Your instructions |
Everything in the records is to be written out exactly, except the pictures.

(Data for review begins)

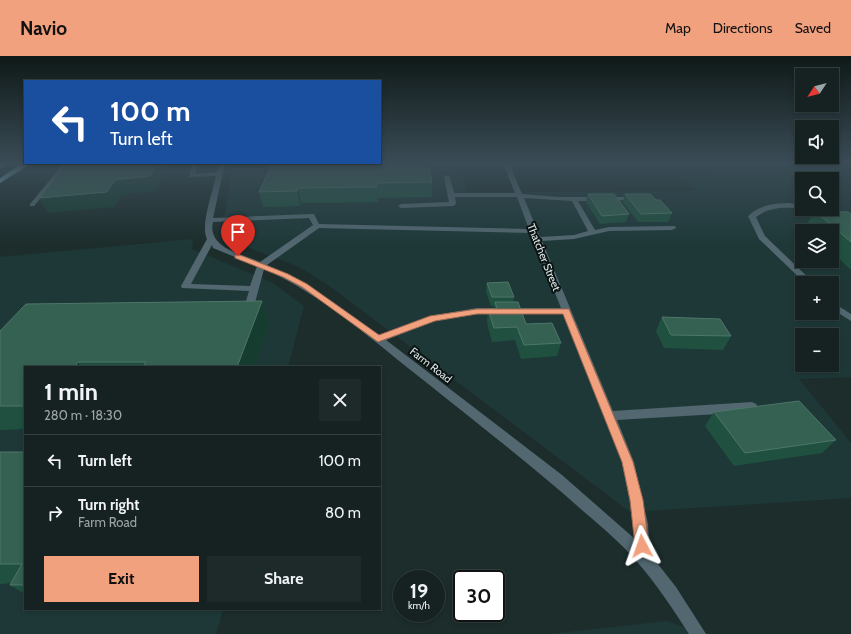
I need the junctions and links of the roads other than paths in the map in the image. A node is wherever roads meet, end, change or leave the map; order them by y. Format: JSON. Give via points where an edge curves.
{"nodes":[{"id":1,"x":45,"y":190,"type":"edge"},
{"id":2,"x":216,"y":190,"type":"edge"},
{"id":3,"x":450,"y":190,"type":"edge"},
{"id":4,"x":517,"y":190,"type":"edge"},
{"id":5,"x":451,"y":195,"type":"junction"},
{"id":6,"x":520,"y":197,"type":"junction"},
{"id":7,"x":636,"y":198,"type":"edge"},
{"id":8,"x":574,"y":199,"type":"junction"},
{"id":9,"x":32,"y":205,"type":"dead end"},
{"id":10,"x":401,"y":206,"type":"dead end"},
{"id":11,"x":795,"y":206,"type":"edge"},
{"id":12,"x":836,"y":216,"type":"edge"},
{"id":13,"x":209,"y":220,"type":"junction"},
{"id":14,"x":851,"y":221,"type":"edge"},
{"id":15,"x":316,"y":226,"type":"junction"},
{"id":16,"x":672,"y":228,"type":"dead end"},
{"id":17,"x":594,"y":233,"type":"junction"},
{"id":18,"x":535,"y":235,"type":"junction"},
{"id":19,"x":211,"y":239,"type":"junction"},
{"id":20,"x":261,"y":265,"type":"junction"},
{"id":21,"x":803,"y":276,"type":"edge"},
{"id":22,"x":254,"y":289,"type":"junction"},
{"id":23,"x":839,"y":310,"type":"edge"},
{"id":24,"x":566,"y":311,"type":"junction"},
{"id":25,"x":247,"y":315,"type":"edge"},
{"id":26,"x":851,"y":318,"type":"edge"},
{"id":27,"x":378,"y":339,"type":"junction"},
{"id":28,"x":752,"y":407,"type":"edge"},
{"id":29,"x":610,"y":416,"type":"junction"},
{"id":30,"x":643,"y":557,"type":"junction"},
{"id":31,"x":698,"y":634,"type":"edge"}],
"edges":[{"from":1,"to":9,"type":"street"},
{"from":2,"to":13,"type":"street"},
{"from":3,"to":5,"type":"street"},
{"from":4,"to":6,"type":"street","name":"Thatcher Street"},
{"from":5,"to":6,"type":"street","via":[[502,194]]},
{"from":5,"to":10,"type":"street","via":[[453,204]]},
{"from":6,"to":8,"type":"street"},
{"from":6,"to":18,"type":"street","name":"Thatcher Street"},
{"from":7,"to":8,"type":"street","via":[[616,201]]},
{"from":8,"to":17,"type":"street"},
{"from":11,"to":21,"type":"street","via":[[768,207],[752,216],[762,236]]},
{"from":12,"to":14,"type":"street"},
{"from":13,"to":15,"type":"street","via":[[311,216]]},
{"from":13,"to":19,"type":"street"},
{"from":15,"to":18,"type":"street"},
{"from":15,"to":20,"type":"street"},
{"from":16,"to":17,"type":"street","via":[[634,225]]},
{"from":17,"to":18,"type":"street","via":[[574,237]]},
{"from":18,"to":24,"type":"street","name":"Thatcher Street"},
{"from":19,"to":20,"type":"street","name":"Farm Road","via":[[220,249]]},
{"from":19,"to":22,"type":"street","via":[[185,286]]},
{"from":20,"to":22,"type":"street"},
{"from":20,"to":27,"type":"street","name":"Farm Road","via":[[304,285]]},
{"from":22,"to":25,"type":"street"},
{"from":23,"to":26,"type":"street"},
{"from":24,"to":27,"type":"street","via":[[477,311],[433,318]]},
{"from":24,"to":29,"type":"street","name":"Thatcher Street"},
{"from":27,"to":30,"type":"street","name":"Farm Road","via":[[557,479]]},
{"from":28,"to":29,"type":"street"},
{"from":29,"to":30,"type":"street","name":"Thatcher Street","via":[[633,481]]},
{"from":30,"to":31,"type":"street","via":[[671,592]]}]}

(Data for review ends)

Solution to this task |
I need the junctions and links of the roads other than paths in the map in the image. A node is wherever roads meet, end, change or leave the map; order them by y. Format: JSON. Give via points where an edge curves.
{"nodes":[{"id":1,"x":45,"y":190,"type":"edge"},
{"id":2,"x":216,"y":190,"type":"edge"},
{"id":3,"x":450,"y":190,"type":"edge"},
{"id":4,"x":517,"y":190,"type":"edge"},
{"id":5,"x":451,"y":195,"type":"junction"},
{"id":6,"x":520,"y":197,"type":"junction"},
{"id":7,"x":636,"y":198,"type":"edge"},
{"id":8,"x":574,"y":199,"type":"junction"},
{"id":9,"x":32,"y":205,"type":"dead end"},
{"id":10,"x":401,"y":206,"type":"dead end"},
{"id":11,"x":795,"y":206,"type":"edge"},
{"id":12,"x":836,"y":216,"type":"edge"},
{"id":13,"x":209,"y":220,"type":"junction"},
{"id":14,"x":851,"y":221,"type":"edge"},
{"id":15,"x":316,"y":226,"type":"junction"},
{"id":16,"x":672,"y":228,"type":"dead end"},
{"id":17,"x":594,"y":233,"type":"junction"},
{"id":18,"x":535,"y":235,"type":"junction"},
{"id":19,"x":211,"y":239,"type":"junction"},
{"id":20,"x":261,"y":265,"type":"junction"},
{"id":21,"x":803,"y":276,"type":"edge"},
{"id":22,"x":254,"y":289,"type":"junction"},
{"id":23,"x":839,"y":310,"type":"edge"},
{"id":24,"x":566,"y":311,"type":"junction"},
{"id":25,"x":247,"y":315,"type":"edge"},
{"id":26,"x":851,"y":318,"type":"edge"},
{"id":27,"x":378,"y":339,"type":"junction"},
{"id":28,"x":752,"y":407,"type":"edge"},
{"id":29,"x":610,"y":416,"type":"junction"},
{"id":30,"x":643,"y":557,"type":"junction"},
{"id":31,"x":698,"y":634,"type":"edge"}],
"edges":[{"from":1,"to":9,"type":"street"},
{"from":2,"to":13,"type":"street"},
{"from":3,"to":5,"type":"street"},
{"from":4,"to":6,"type":"street","name":"Thatcher Street"},
{"from":5,"to":6,"type":"street","via":[[502,194]]},
{"from":5,"to":10,"type":"street","via":[[453,204]]},
{"from":6,"to":8,"type":"street"},
{"from":6,"to":18,"type":"street","name":"Thatcher Street"},
{"from":7,"to":8,"type":"street","via":[[616,201]]},
{"from":8,"to":17,"type":"street"},
{"from":11,"to":21,"type":"street","via":[[768,207],[752,216],[762,236]]},
{"from":12,"to":14,"type":"street"},
{"from":13,"to":15,"type":"street","via":[[311,216]]},
{"from":13,"to":19,"type":"street"},
{"from":15,"to":18,"type":"street"},
{"from":15,"to":20,"type":"street"},
{"from":16,"to":17,"type":"street","via":[[634,225]]},
{"from":17,"to":18,"type":"street","via":[[574,237]]},
{"from":18,"to":24,"type":"street","name":"Thatcher Street"},
{"from":19,"to":20,"type":"street","name":"Farm Road","via":[[220,249]]},
{"from":19,"to":22,"type":"street","via":[[185,286]]},
{"from":20,"to":22,"type":"street"},
{"from":20,"to":27,"type":"street","name":"Farm Road","via":[[304,285]]},
{"from":22,"to":25,"type":"street"},
{"from":23,"to":26,"type":"street"},
{"from":24,"to":27,"type":"street","via":[[477,311],[433,318]]},
{"from":24,"to":29,"type":"street","name":"Thatcher Street"},
{"from":27,"to":30,"type":"street","name":"Farm Road","via":[[557,479]]},
{"from":28,"to":29,"type":"street"},
{"from":29,"to":30,"type":"street","name":"Thatcher Street","via":[[633,481]]},
{"from":30,"to":31,"type":"street","via":[[671,592]]}]}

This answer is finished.